読み手は、さまざまな読み方をします。重要なところだけ丹念に読んだり、全体を通してサッと流したりするなど、使える時間の長さや自分にとっての重要度などによって読み方を変化させるものです。そこでコマメに小見出しを付ければ、その部分をどのくらい丹念に読めばよいのかを瞬時に判断することができます。特に大切なところは本文をゆっくり読むでしょうし、そうでない部分は小見出しを見たうえで全体をサッと流す読み方になると思います。読む側がそういったコントロールが出来るということも、文章の大切なポイントだと思います。
注意点としては、小見出しを本文にしないことです。例えば、小見出しを「〇〇市が活性化することは可能か」とした場合、本文を「私は可能だと思う」などとすれば、小見出しが本文の一部のようになっています。しかし、小見出しはあくまでもタイトルで、本文ではありません。ここでは、「〇〇市が活性化することは可能か」という小見出しを付けた場合、本文は繰り返しになりますが次のように書き始めることが必要と思います。「これまで、〇〇について述べてきた。そこで、次に〇〇市が活性化することは可能かどうかを考えていきたい。私は、可能だと思う」。このように書くことで、本文は本文として独立して成立するものとなります。
もう1つメリットを述べたいと思います。
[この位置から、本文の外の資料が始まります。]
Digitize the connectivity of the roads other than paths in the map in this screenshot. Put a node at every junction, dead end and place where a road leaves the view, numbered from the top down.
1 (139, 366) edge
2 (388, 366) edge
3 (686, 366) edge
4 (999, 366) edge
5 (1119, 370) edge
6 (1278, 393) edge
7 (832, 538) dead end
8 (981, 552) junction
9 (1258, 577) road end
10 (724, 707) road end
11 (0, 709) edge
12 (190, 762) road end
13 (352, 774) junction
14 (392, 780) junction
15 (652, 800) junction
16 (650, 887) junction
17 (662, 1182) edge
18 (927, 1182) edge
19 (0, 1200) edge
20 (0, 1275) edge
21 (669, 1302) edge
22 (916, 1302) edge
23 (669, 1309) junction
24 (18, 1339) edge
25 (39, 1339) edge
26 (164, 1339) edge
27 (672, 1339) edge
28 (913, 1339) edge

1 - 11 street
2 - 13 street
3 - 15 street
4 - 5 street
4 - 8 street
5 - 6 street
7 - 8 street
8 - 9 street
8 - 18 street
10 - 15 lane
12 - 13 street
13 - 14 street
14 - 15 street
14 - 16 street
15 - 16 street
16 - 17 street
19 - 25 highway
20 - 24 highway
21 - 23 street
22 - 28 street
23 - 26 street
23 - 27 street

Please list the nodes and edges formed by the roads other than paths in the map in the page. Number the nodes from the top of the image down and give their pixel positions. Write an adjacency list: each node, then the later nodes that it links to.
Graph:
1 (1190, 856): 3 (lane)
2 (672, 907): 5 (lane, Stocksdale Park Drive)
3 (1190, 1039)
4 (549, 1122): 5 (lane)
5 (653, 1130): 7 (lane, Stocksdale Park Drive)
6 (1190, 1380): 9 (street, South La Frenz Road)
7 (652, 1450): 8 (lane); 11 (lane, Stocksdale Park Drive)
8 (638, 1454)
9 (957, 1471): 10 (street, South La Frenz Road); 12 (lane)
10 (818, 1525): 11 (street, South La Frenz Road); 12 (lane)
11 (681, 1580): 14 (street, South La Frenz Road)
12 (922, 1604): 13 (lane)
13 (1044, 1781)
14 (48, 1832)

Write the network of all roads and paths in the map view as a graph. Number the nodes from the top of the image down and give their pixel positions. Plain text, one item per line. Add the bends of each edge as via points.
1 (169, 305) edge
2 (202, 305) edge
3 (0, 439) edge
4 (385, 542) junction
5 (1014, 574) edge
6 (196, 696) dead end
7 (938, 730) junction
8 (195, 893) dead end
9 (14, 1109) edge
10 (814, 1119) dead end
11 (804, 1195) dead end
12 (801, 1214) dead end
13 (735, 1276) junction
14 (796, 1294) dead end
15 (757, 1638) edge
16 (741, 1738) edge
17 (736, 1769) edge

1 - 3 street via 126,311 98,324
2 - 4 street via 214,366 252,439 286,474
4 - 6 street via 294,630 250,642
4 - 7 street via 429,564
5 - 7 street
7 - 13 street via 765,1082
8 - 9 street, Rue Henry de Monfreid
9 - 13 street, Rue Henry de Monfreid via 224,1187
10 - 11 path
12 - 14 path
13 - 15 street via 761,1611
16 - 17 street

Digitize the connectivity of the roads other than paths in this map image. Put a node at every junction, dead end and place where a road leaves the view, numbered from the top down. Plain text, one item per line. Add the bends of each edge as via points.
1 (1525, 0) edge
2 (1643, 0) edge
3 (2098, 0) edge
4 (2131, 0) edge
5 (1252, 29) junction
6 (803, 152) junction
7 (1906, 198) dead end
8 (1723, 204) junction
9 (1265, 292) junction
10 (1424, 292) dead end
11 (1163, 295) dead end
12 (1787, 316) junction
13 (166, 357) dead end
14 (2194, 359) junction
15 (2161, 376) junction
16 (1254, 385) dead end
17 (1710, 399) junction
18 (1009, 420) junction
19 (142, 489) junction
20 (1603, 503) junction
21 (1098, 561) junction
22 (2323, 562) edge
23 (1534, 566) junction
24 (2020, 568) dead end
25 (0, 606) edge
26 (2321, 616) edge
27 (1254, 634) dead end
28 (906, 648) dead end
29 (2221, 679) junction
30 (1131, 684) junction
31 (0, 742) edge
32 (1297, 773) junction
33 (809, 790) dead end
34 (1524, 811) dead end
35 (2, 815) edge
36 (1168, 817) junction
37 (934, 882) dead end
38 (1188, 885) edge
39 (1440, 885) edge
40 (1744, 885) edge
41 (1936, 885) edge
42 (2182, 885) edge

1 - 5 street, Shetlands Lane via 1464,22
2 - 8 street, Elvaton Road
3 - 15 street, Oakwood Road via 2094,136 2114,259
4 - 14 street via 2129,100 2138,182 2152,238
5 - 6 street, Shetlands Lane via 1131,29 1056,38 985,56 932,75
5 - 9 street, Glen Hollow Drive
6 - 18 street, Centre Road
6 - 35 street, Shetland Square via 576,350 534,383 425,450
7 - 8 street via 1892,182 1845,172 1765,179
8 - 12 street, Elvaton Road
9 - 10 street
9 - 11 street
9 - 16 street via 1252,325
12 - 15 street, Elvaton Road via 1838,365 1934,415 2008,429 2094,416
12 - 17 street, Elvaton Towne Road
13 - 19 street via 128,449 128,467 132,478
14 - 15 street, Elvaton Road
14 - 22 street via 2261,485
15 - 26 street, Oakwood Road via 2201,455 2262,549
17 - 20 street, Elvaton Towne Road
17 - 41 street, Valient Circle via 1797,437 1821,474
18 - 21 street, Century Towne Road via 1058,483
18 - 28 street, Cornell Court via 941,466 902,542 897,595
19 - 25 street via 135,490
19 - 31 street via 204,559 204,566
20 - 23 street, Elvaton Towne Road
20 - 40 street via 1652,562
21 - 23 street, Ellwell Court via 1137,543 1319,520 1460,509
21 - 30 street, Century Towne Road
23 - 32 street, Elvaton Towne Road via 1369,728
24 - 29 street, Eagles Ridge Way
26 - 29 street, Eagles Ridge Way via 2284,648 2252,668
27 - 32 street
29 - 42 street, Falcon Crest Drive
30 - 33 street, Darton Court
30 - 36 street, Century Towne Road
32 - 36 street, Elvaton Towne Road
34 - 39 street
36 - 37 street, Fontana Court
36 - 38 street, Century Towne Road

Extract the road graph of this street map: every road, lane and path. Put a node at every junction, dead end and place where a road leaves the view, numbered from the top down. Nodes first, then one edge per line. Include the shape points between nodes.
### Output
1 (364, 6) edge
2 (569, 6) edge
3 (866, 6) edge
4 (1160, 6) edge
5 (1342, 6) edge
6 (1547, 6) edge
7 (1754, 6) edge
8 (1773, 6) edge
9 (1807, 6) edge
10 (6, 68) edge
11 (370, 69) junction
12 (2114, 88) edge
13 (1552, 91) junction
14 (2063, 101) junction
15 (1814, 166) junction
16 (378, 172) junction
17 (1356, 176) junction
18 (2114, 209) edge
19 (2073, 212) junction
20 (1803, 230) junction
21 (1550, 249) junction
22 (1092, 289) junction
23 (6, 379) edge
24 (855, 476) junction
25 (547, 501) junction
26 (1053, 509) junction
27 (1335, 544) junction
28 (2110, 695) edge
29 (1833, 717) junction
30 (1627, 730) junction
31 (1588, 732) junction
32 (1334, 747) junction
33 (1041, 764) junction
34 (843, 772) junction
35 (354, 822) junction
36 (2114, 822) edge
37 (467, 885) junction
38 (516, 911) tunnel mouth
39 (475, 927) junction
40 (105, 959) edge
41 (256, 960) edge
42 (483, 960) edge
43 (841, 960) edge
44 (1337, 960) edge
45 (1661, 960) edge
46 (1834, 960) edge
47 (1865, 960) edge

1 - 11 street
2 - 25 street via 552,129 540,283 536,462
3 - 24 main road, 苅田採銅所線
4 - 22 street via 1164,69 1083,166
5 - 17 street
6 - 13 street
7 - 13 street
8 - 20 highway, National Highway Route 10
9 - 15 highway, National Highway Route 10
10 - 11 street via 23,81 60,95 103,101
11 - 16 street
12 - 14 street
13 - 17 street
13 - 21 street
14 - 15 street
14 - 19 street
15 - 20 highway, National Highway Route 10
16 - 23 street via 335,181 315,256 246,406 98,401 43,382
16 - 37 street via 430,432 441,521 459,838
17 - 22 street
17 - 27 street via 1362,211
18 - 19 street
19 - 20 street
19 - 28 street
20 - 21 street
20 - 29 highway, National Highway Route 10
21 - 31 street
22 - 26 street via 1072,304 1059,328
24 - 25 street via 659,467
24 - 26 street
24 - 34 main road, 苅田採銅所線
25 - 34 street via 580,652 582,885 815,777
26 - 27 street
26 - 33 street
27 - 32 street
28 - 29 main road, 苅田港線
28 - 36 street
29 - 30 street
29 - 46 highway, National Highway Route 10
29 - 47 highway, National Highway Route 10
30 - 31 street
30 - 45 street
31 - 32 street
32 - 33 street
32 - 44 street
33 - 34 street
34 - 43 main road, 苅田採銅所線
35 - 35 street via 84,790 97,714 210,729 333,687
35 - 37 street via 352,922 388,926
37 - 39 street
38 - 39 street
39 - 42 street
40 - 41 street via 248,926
それは、書く側のマイルストーンにしやすいということです。数万文字単位の長い文章を書く場合、一気に書き進めることは困難です。少しずつ書いていくことの積み重ねが最後に1つの文章として出来上がる形になります。そして、その積み重ねとは細かい1つ1つの単位として扱うことにより、文章を書く際の区切りにもなるのです。例えば、3万字の文章を書こうとすると、1000字で1つの小見出しをつければ、それを30個作ることで3万字に到達します。そこで、30個の小見出しのうち3個できれば6分の1が進んだことになりますし、10個できれば3分の1進んだことになります。ちょうどマラソンの5キロ地点、10キロ地点…といったような区切りです。小見出しを付けることによって、書く側にも進捗がが見やすくなるというメリットがあります。
このように、特に長い文章を書く場合は小見出しをこまめにつけておくことをオススメします。